## [What to produce]
A word-for-word restatement of the data is what is needed.

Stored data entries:
-- -- --
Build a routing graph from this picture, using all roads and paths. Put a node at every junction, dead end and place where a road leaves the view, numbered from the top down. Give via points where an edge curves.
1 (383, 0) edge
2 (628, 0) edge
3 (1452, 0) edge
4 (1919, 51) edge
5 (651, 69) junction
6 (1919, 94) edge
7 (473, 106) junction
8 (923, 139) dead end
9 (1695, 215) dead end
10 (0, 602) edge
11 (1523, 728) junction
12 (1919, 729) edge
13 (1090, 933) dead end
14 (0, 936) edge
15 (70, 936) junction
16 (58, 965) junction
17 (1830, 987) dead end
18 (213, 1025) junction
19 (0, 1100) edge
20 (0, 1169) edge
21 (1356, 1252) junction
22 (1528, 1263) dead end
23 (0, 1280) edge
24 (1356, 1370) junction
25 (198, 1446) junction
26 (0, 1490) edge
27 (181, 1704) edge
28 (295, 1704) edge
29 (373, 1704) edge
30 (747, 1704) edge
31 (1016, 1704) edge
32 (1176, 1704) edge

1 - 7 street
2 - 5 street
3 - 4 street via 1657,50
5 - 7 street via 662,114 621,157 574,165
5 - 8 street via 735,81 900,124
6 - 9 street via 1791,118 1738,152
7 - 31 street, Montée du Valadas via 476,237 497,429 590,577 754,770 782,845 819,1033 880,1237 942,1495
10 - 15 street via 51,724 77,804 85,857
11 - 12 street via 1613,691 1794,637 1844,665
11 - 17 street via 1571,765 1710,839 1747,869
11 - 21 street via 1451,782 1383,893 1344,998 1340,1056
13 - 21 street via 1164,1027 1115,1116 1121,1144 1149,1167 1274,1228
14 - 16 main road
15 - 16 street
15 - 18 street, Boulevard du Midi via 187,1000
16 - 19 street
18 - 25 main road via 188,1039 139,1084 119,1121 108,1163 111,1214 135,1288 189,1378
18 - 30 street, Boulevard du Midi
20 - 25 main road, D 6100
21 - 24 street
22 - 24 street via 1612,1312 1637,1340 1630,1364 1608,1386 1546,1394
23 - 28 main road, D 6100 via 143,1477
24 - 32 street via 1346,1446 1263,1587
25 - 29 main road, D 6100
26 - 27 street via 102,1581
-- -- --
## [Exercise result]
Build a routing graph from this picture, using all roads and paths. Put a node at every junction, dead end and place where a road leaves the view, numbered from the top down. Give via points where an edge curves.
1 (383, 0) edge
2 (628, 0) edge
3 (1452, 0) edge
4 (1919, 51) edge
5 (651, 69) junction
6 (1919, 94) edge
7 (473, 106) junction
8 (923, 139) dead end
9 (1695, 215) dead end
10 (0, 602) edge
11 (1523, 728) junction
12 (1919, 729) edge
13 (1090, 933) dead end
14 (0, 936) edge
15 (70, 936) junction
16 (58, 965) junction
17 (1830, 987) dead end
18 (213, 1025) junction
19 (0, 1100) edge
20 (0, 1169) edge
21 (1356, 1252) junction
22 (1528, 1263) dead end
23 (0, 1280) edge
24 (1356, 1370) junction
25 (198, 1446) junction
26 (0, 1490) edge
27 (181, 1704) edge
28 (295, 1704) edge
29 (373, 1704) edge
30 (747, 1704) edge
31 (1016, 1704) edge
32 (1176, 1704) edge

1 - 7 street
2 - 5 street
3 - 4 street via 1657,50
5 - 7 street via 662,114 621,157 574,165
5 - 8 street via 735,81 900,124
6 - 9 street via 1791,118 1738,152
7 - 31 street, Montée du Valadas via 476,237 497,429 590,577 754,770 782,845 819,1033 880,1237 942,1495
10 - 15 street via 51,724 77,804 85,857
11 - 12 street via 1613,691 1794,637 1844,665
11 - 17 street via 1571,765 1710,839 1747,869
11 - 21 street via 1451,782 1383,893 1344,998 1340,1056
13 - 21 street via 1164,1027 1115,1116 1121,1144 1149,1167 1274,1228
14 - 16 main road
15 - 16 street
15 - 18 street, Boulevard du Midi via 187,1000
16 - 19 street
18 - 25 main road via 188,1039 139,1084 119,1121 108,1163 111,1214 135,1288 189,1378
18 - 30 street, Boulevard du Midi
20 - 25 main road, D 6100
21 - 24 street
22 - 24 street via 1612,1312 1637,1340 1630,1364 1608,1386 1546,1394
23 - 28 main road, D 6100 via 143,1477
24 - 32 street via 1346,1446 1263,1587
25 - 29 main road, D 6100
26 - 27 street via 102,1581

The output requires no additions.